Das kurze Animationsvideo erzählt das Gleichnis von den Arbeitern im Weinberg. Im Mittelpunkt steht Leonard, der einen Weinberg besitzt und Arbeiter für die Ernte der Trauben beschäftigt. Sein Mitarbeiter Jim arbeitet von Beginn des Tages an und erhält dafür einen vereinbarten Lohn. Als sich im Laufe des Tages zeigt, dass noch mehr Hilfe benötigt wird, stellt Leonard weitere Arbeiter ein, die erst später mit ihrer Arbeit beginnen. Am Abend erhalten alle Arbeiter denselben Lohn. Jim empfindet dies als ungerecht, da er deutlich länger gearbeitet hat als die anderen. Leonard erklärt ihm jedoch, dass er genau den Lohn erhalten hat, der ihm zugesagt wurde, und dass er die Großzügigkeit gegenüber den später eingestellten Arbeitern nicht missgünstig betrachten sollte. Jesus erzählt dieses Gleichnis, um deutlich zu machen, dass Gottes Liebe und Großzügigkeit nicht nach menschlichen Maßstäben von Leistung oder Verdienst verteilt werden. Gott begegnet allen Menschen mit derselben Liebe und Wertschätzung, unabhängig davon, wann oder auf welche Weise sie zu ihm kommen.
Matthäus 20,1-16
1 Das Himmelreich ist gleich einem Hausvater, der am Morgen ausging, Arbeiter zu mieten in seinen Weinberg. 2 Und da er mit den Arbeitern eins ward um einen Groschen zum Tagelohn, sandte er sie in seinen Weinberg.
3 Und ging aus um die dritte Stunde und sah andere an dem Markte müßig stehen 4 und sprach zu ihnen: Gehet ihr auch hin in den Weinberg; ich will euch geben, was recht ist. 5 Und sie gingen hin.

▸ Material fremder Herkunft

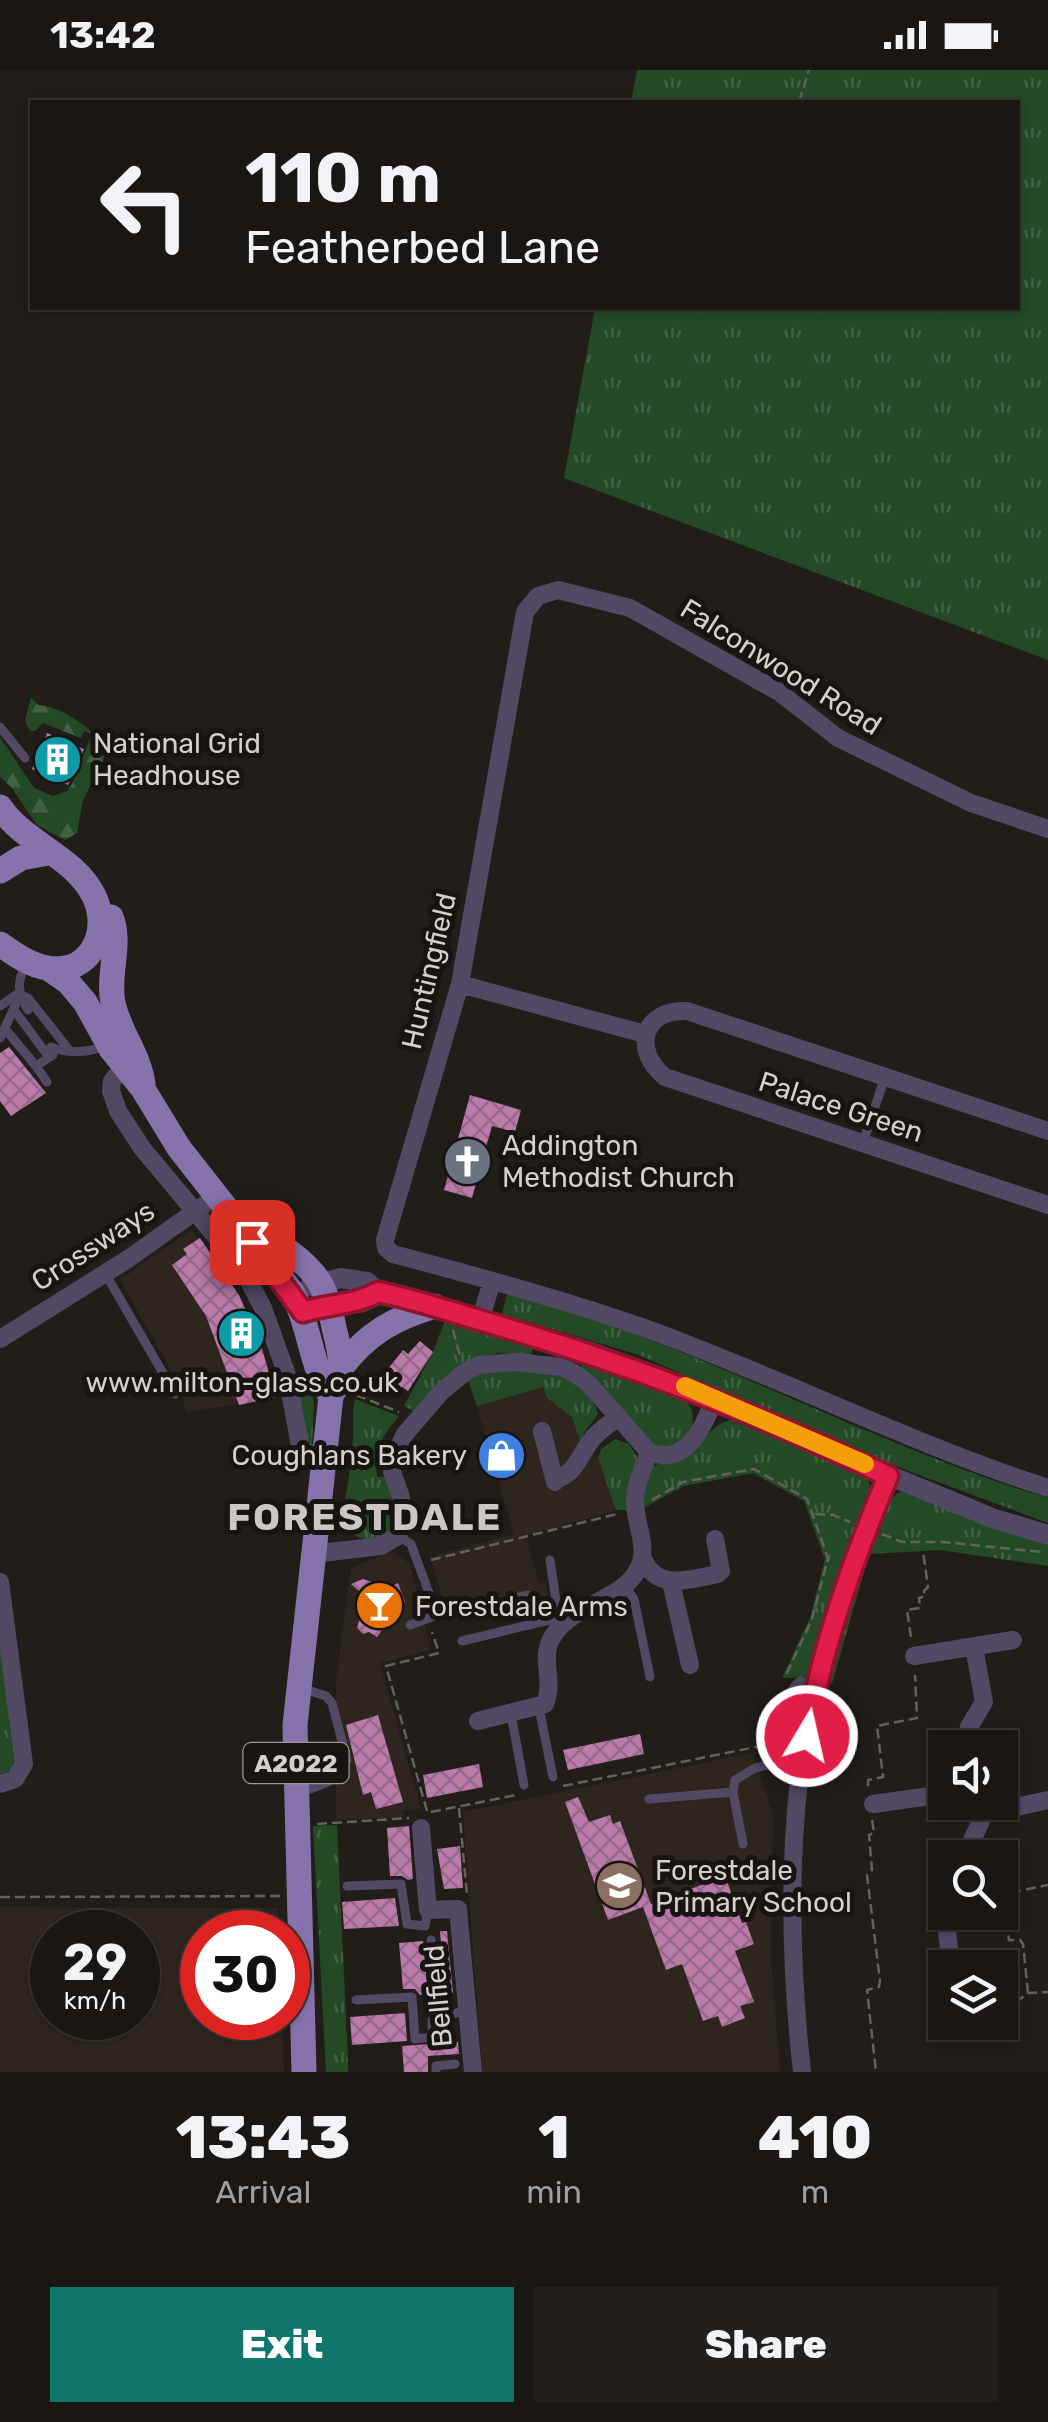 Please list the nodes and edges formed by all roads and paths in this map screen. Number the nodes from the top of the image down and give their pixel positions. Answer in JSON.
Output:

Abermals ging er aus um die sechste und die neunte Stunde und tat gleichalso. 6 Um die elfte Stunde aber ging er aus und fand andere müßig stehen und sprach zu ihnen: Was steht ihr hier den ganzen Tag müßig? 7 Sie sprachen zu ihm: Es hat uns niemand gedingt. Er sprach zu ihnen: Gehet ihr auch hin in den Weinberg, und was recht sein wird, soll euch werden.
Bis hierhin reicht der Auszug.